Probably under the influence of Munatius Plancus, his nephew Titius soon became a follower of Mark Antony. In 36 BC Titius took part as quaestor in Antony's campaign against Parthia. After the Romans tried in vain to capture Phraaspa, the capital of Media Atropatene, they withdrew to Armenia, but on their way they were harassed by the Parthian army. During one of these attacks, Titius tried in vain to stop the tribune Flavius Gallus pursuing the enemy. The army of Gallus was soon surrounded and only saved by Antony when he arrived with the main force.

=== War against Sextus ===

In the meantime Sextus Pompey had escaped to Lesbos after his final defeat by Octavian at the end of 36 BC. There he raised a new army and fleet. After his return from the Parthian war, Antony learnt of the arrival of Pompey and received his envoys to negotiate about an alliance. However, the triumvir was mistrustful and instructed Titius to advance with an army and a fleet against Pompey and, if necessary, to fight against him, but, if Pompey would be willing to submit, Titius should escort him to Alexandria. In the meantime, Pompey had landed in northwestern Asia Minor at the beginning of 35 BC without resistance from Gaius Furnius, the governor of the Roman province of Asia, because Furnius did not have enough forces and had received no orders from Antony. Accordingly, Pompey was able to capture Lampsacus, Nicaea and Nicomedia, but then Titius arrived from Syria with his army and a fleet of 120 ships. The fleet of Titius was reinforced by 70 ships that arrived from Sicily where they had previously supported Octavian's fleet against Pompey. Titius set up his fleet command at Proconnesus.

Because Titius declined negotiations and enjoyed overwhelming naval superiority, Sextus Pompey burnt his fleet and integrated its crew within his land forces, intending to march through Bithynia to Armenia. He was pursued by the armies of Titius, Furnius and Amyntas, the king of Galatia. Pompey was able to inflict losses on his enemies by an assault but soon his situation became quite desperate. He offered Furnius, who had been his father Pompeius Magnus' friend, his surrender if Furnius would accompany him to Antony. However, Furnius referred him to Titius, apparently because he was not authorized to conclude an agreement; so it seems that Titius was the supreme commander of the army and therefore, since the beginning of 35 BC, the new governor of Asia. Pompey declined to surrender to Titius because he had once pardoned him as prisoner and therefore considered him ungrateful. At night Pompey tried to reach the coast with lightly armed troops to burn Titius' fleet, but his half-brother Marcus Aemilius Scaurus betrayed the plan. As a result, Amyntas and his 1500 horsemen were able to catch Pompey up near Midaeion in Phrygia and capture him. Pompey was taken to Miletus and there executed in the summer of 35 BC at Titius' order.

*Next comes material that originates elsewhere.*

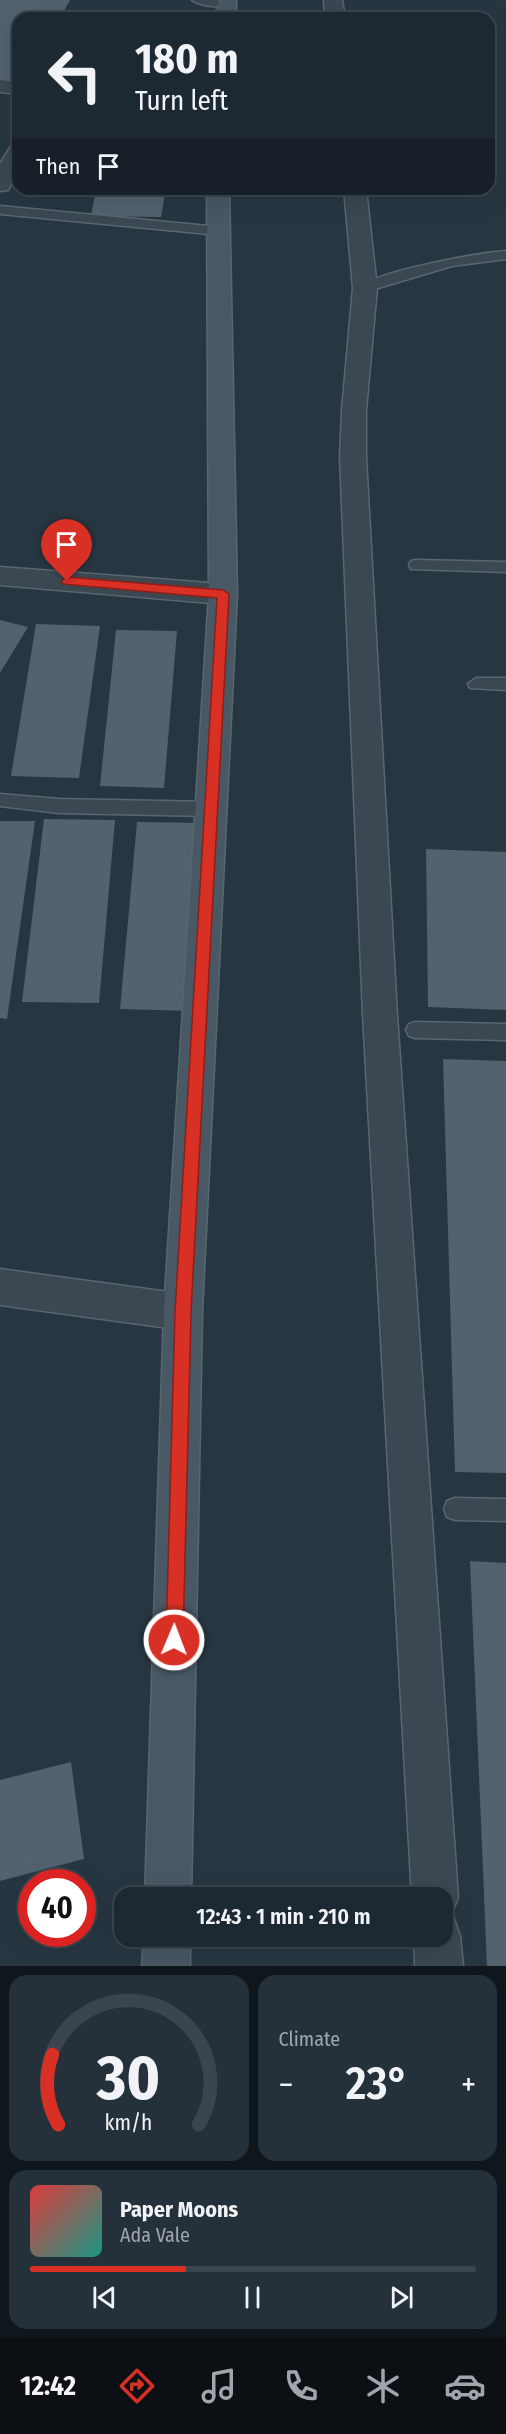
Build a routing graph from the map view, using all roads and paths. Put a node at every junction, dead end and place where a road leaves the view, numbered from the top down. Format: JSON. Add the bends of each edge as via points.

Whether Titius executed Pompey on his own initiative, or by order of Antony or Munatius Plancus, is uncertain and was already disputed in ancient times. The Roman historian Cassius Dio asserts that Antony ordered the death sentence in a first letter addressed to Titius but canceled this order in a second letter. Nevertheless, Pompey was executed either because Titius complied with the letter with the death sentence intentionally or because he mistook it for the second letter. The second possibility is improbable in view of the conditions of the ancient postal system. According to the military historian Appian Titius executed Pompey either because he was angry about a former insult or on Antony's instructions. In the latter case it was possibly not the triumvir himself but Munatius Plancus who gave the order, as Antony did not want to take sole responsibility, since his lover, the Egyptian Queen Cleopatra VII, was well-disposed towards Pompey and because of his reputation. In spite of the contradictory sources it seems quite certain that the death sentence was imposed with the knowledge and the agreement of Antony.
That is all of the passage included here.